You should not take any food or drink by mouth 6 hours prior to your investigation.


You should be at the London Bridge Hospital at 13 30 and you will require an escort home around 16:30.

During the Test

The doctor will explain more about the test and answer any further questions before starting. A small needle will be inserted into your arm or hand through which you will be given a sedative injection. You will be placed on your left side with your knees bent and the colonoscope will then be inserted into the lower bowel. Air is used to distend the bowel, this may cause some wind like discomfort. On the whole, the procedure is quite comfortable but you may experience brief periods of discomfort as the scope passes through an angle in the bowel. Occasionally, a nurse will press gently on you stomach or your position may be altered to aid the passage of the scope. The procedure usually takes about 30 minutes. During the procedure the doctor may take small samples of the bowel lining (biopsies) which you will not feel. Polyps (small growth in the bowel) if present, can also be treated during the procedure using electrical heating, you will not feel this either.

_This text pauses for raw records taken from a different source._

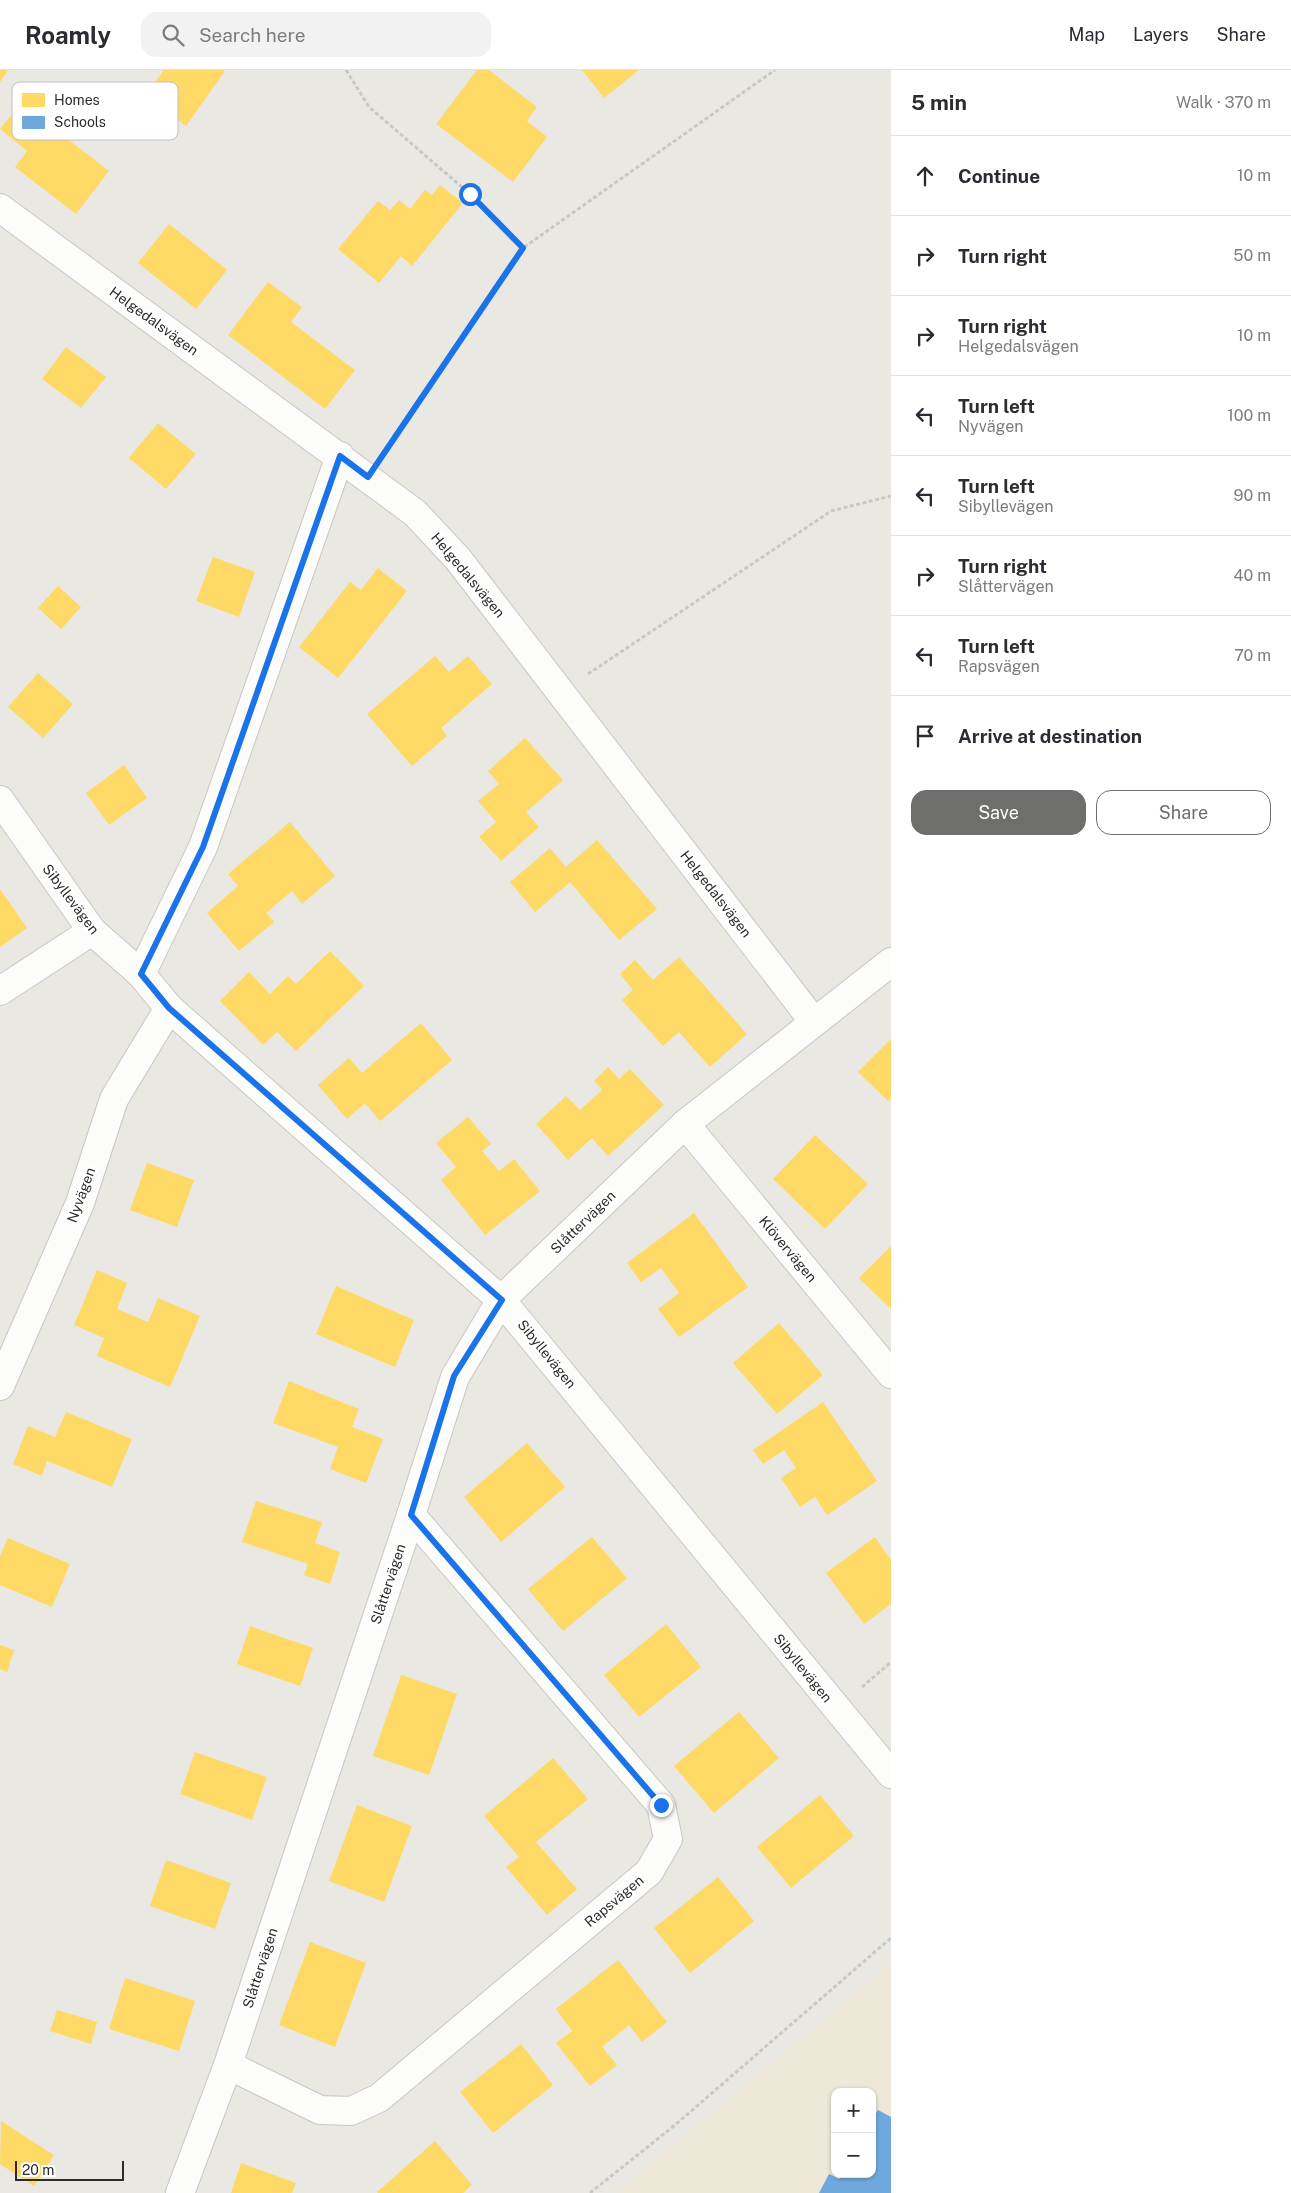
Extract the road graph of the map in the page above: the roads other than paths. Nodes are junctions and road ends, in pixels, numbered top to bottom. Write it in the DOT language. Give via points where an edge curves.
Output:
graph roads {
  1 [pos="0,208"];
  2 [pos="340,456"];
  3 [pos="0,800"];
  4 [pos="92,931"];
  5 [pos="891,962"];
  6 [pos="141,974"];
  7 [pos="0,991"];
  8 [pos="169,1008"];
  9 [pos="814,1022"];
  10 [pos="685,1124"];
  11 [pos="502,1300"];
  12 [pos="891,1374"];
  13 [pos="0,1386"];
  14 [pos="411,1515"];
  15 [pos="891,1774"];
  16 [pos="228,2065"];
  17 [pos="180,2193"];
  1 -- 2 [label="street, Helgedalsvägen"];
  2 -- 6 [label="street" via="203,847"];
  2 -- 9 [label="street, Helgedalsvägen" via="415,513 458,559"];
  3 -- 4 [label="street, Sibyllevägen"];
  4 -- 6 [label="street, Sibyllevägen"];
  4 -- 7 [label="street"];
  5 -- 9 [label="street, Slåttervägen"];
  6 -- 8 [label="street, Sibyllevägen"];
  8 -- 11 [label="street, Sibyllevägen"];
  8 -- 13 [label="street, Nyvägen" via="114,1099 80,1203"];
  9 -- 10 [label="street, Slåttervägen"];
  10 -- 11 [label="street, Slåttervägen"];
  10 -- 12 [label="street, Klövervägen"];
  11 -- 14 [label="street, Slåttervägen" via="454,1376"];
  11 -- 15 [label="street, Sibyllevägen"];
  14 -- 16 [label="street, Slåttervägen"];
  14 -- 16 [label="street, Rapsvägen" via="661,1805 668,1839 649,1872 379,2098 351,2111 320,2110"];
  16 -- 17 [label="street, Slåttervägen"];
}
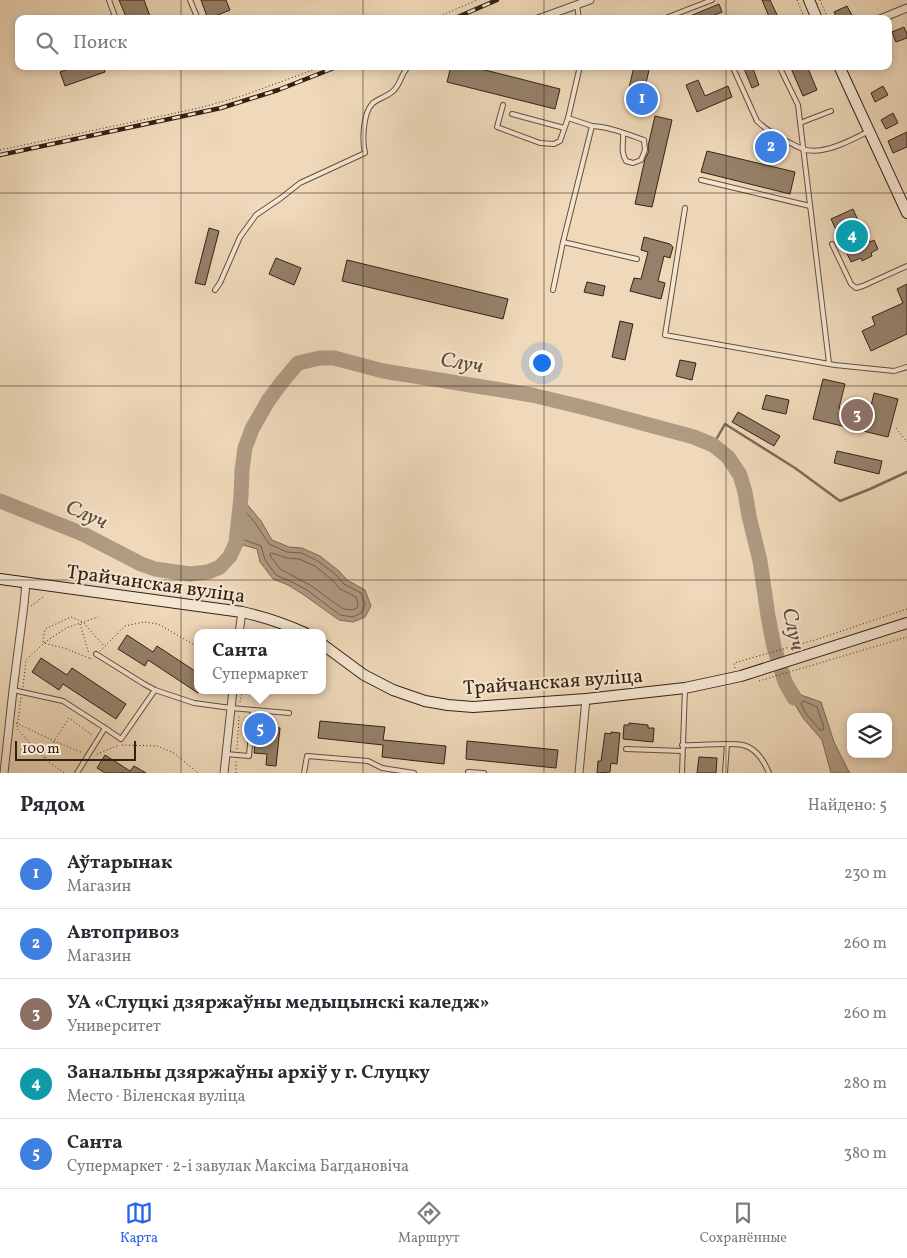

Are There Any Major Risks?

Serious adverse effects are extremely rare. Bleeding may occur after the removal of the polyps but this is uncommon and usually mild. Perforation of the bowel can also occur; however, this is also extremely rare.

After the Test

You will rest quietly in the unit until the sedative has worked off (usually around 1-1,5 hours) You may have a little discomfort from the air, introduced during the procedure that has remained in the bowel. It is essential that you have someone to escort you home and stay with you for 24 hours. He/she should come with you for the appointment or to be contactable by phone when you are ready to leave. The sedation lasts longer than you think therefore you must not drive, drink alcohol or operate the machinery for the rest of the day.

Before You Leave

The doctor will often tell you the result but you may not recall this because of the sedative effects. You may be given an appointment to come back to the hospital to see the doctor.